Table 3 Differences in marginal tax rates at time of contribution and disbursement in private pension schemes

 

 

Marginal tax rate at time of contribution

Lower bracket
37.5%

Middle bracket
43.5%

Upper bracket
58.5%

Marginal tax rate at time of disbursement

Percentage points

Capital pension,

-2.5

3.5

3.5

Regular-premium pension and annuity

    

Lower bracket 37.5%

0

6.0

21.0

    

Middle bracket 43.5%

-6.0

0

15.0

    

Upper bracket 58.5%

-21.0

-15.0

0

Note: 

Calculated on the basis of an average local-government tax rate of 32.5 per cent, excluding church tax. The figures show the different between the fiscal value of the contribution to a private pension scheme and the tax at the time of disbursement. This can be seen as an annual yield, provided that the time of retirement is only a year away.
1   25 per cent on savings from before 1980.

Taxation at the time of disbursement may also involve losses to the Treasury if the pensioner takes up residence abroad. In this case, contributions can be deductible, but disbursements are not taxed. On assessing the advantages and drawbacks of the tax deductibility of contributions, it should, however, be taken into account that a shift from one system to the other involves major problems of a practical nature.

The adoption of the Whitsun package of economic measures in 1998 brought extensive changes to the taxation of current yields on pension savings in Denmark. The compilation of the taxation basis was changed significantly. The real-interest tax basis of a realisation principle with mathematical revaluation was replaced by calculation at market value, i.e. the assets are stated at market value and any capital gains are taxed when they arise, regardless of whether they are realised or not. Capital losses are deductible. The shift from mathematical revaluation to the market-value principle is phased in over a 5-year period. Current taxation of yields stated at market value helps to ensure an efficient financial market, inter alia by counteracting tax arbitrage and preventing lock-in effects, i.e. situations where fiscal considerations make it less profitable to sell certain bonds, resulting in price distortion. However, the market-value principle can also give rise to problems of understanding in connection with general application, e.g. exchange-rate gains on debt, as well as the taxation of unrealised capital gains. This is one reason that it is not applied systematically in connection with taxation of personal income.
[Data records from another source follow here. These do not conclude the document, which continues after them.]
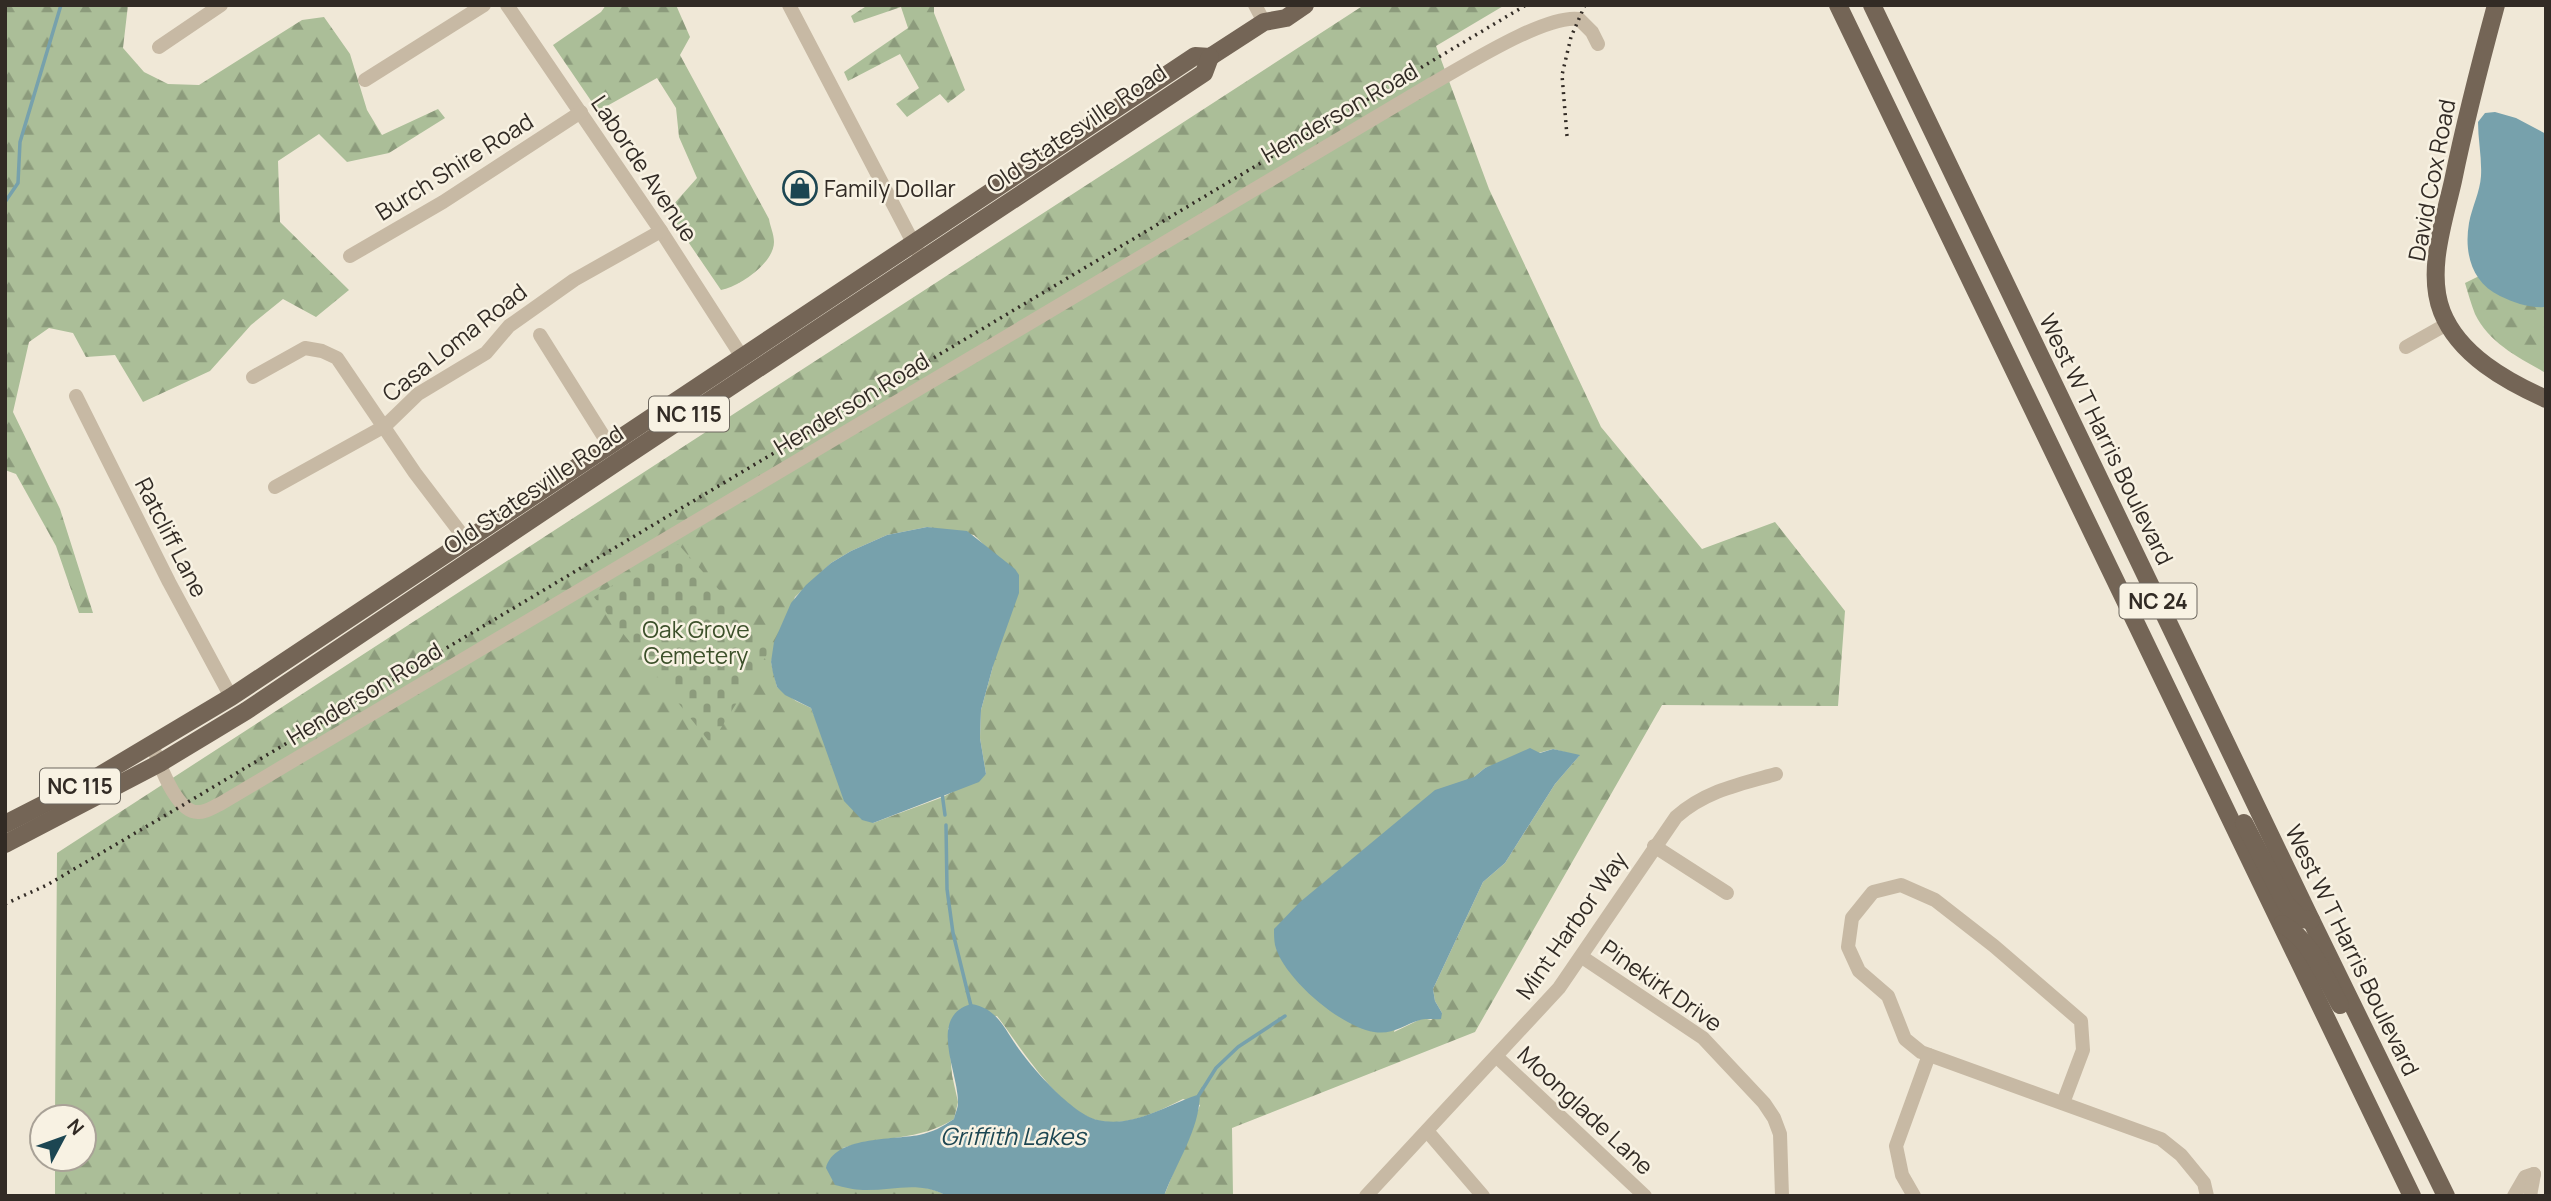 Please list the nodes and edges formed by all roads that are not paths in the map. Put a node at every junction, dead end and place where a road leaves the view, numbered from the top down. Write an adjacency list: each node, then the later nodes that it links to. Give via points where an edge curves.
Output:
1 (221, 5): 13 (street)
2 (484, 5): 14 (street)
3 (507, 5): 15 (street, Laborde Avenue)
4 (789, 5): 17 (street)
5 (1255, 5): 11 (street)
6 (1274, 5): 11 (main road, Old Statesville Road / NC 115)
7 (1305, 5): 11 (main road, Old Statesville Road / NC 115, via 1286,18)
8 (1838, 5): 31 (main road, NC 24)
9 (1872, 5): 39 (main road, West W T Harris Boulevard / NC 24)
10 (2496, 5): 19 (main road, David Cox Road, via 2440,239 2437,283)
11 (1264, 22): 17 (main road, Old Statesville Road / NC 115, via 1210,57 1195,56)
12 (1598, 44): 33 (street, Henderson Road, via 1579,19 1561,19 1430,85 220,804 198,812 188,810)
13 (159, 47)
14 (365, 80)
15 (580, 112): 16 (street, Laborde Avenue); 18 (street, Burch Shire Road, via 443,202)
16 (661, 231): 22 (street, Laborde Avenue); 26 (street, Casa Loma Road, via 574,280 517,320 485,353 418,394)
17 (918, 252): 22 (main road, Old Statesville Road / NC 115); 33 (main road, Old Statesville Road / NC 115, via 257,704)
18 (350, 256)
19 (2447, 324): 21 (street); 25 (main road, David Cox Road, via 2480,361)
20 (540, 335): 27 (street)
21 (2406, 347)
22 (742, 357): 27 (main road, Old Statesville Road / NC 115)
23 (253, 377): 26 (street, via 305,348 322,351 337,358)
24 (76, 396): 30 (street, Ratcliff Lane)
25 (2546, 399)
26 (385, 426): 28 (street, Casa Loma Road); 29 (street)
27 (609, 445): 29 (main road, Old Statesville Road / NC 115)
28 (275, 487)
29 (466, 540): 30 (main road, Old Statesville Road / NC 115)
30 (231, 697): 32 (main road, Old Statesville Road / NC 115)
31 (2185, 727): 39 (main road, via 2220,777 2286,904 2301,919); 40 (main road, NC 24)
32 (152, 745): 33 (street, Henderson Road); 35 (main road, Old Statesville Road / NC 115)
33 (160, 763): 36 (main road, Old Statesville Road / NC 115)
34 (1776, 774): 37 (street, Mint Harbor Way, via 1694,802)
35 (5, 824)
36 (5, 844)
37 (1654, 846): 38 (street); 41 (street, Mint Harbor Way)
38 (1727, 894)
39 (2311, 920): 44 (main road, West W T Harris Boulevard / NC 24)
40 (2279, 922): 44 (main road, via 2309,949); 55 (main road, NC 24)
41 (1582, 957): 43 (street, Mint Harbor Way); 52 (street, Pinekirk Drive, via 1697,1033 1764,1103 1780,1134)
42 (1929, 1055): 45 (street); 45 (street, via 1905,1039 1888,996 1859,971 1848,947 1852,918 1873,892 1901,885 1935,900 2081,1021 2083,1050); 53 (street, via 1896,1146 1902,1175)
43 (1497, 1058): 46 (street, Mint Harbor Way); 51 (street, Moonglade Lane)
44 (2396, 1097): 56 (main road, West W T Harris Boulevard / NC 24)
45 (2063, 1103): 54 (street, via 2161,1139 2204,1183)
46 (1427, 1132): 49 (street, Mint Harbor Way); 50 (street)
47 (2534, 1174): 48 (street); 57 (street, via 2525,1177); 58 (street)
48 (2546, 1184)
49 (1366, 1196)
50 (1483, 1196)
51 (1645, 1196)
52 (1782, 1196)
53 (1914, 1196)
54 (2207, 1196)
55 (2412, 1196)
56 (2446, 1196)
57 (2514, 1196)
58 (2530, 1196)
The new tax on pension returns broadens the tax base so that share returns, newly-issued index-linked bonds and real property returns are generally subject to taxation, whereas the real-interest tax mainly applied to nominal bonds. With the latest change, a uniform tax rate of 15 per cent has been introduced for all types of assets.

Whether the fiscal changes will cause pension savers to invest a larger or smaller proportion of their funds in shares is impossible to say at this stage. The higher taxation than before would, on an isolated basis, indicate a smaller proportion of shares, but this should be offset against the fact that the government now bears a larger share of the equity price risk, which points to a larger proportion of shares, cf. Møller, Parum and Sørensen (2001).

From the pension savers' point of view the current rules for share investments related to pension schemes are both transparent and symmetrical. The same rules apply to dividends and profits, regardless of length of ownership and ownership share, and of whether the shares are listed or unlisted. Losses are deductible from other returns in the pension scheme. This contrasts sharply with the fiscal treatment of free funds invested in shares, cf. below. 

With regard to index-linked bonds, all series closed before 1 January 1999 are exempt from taxation of asset income. This means that index-linked bonds issued after this date are priced on a par with ordin-ary bonds. At the same time, a reform of the financing of subsidised construction was adopted. Traditionally, this sector has been the main issuer of index-linked bonds. The reform gives access to financing via ordinary nominal mortgage-credit bonds.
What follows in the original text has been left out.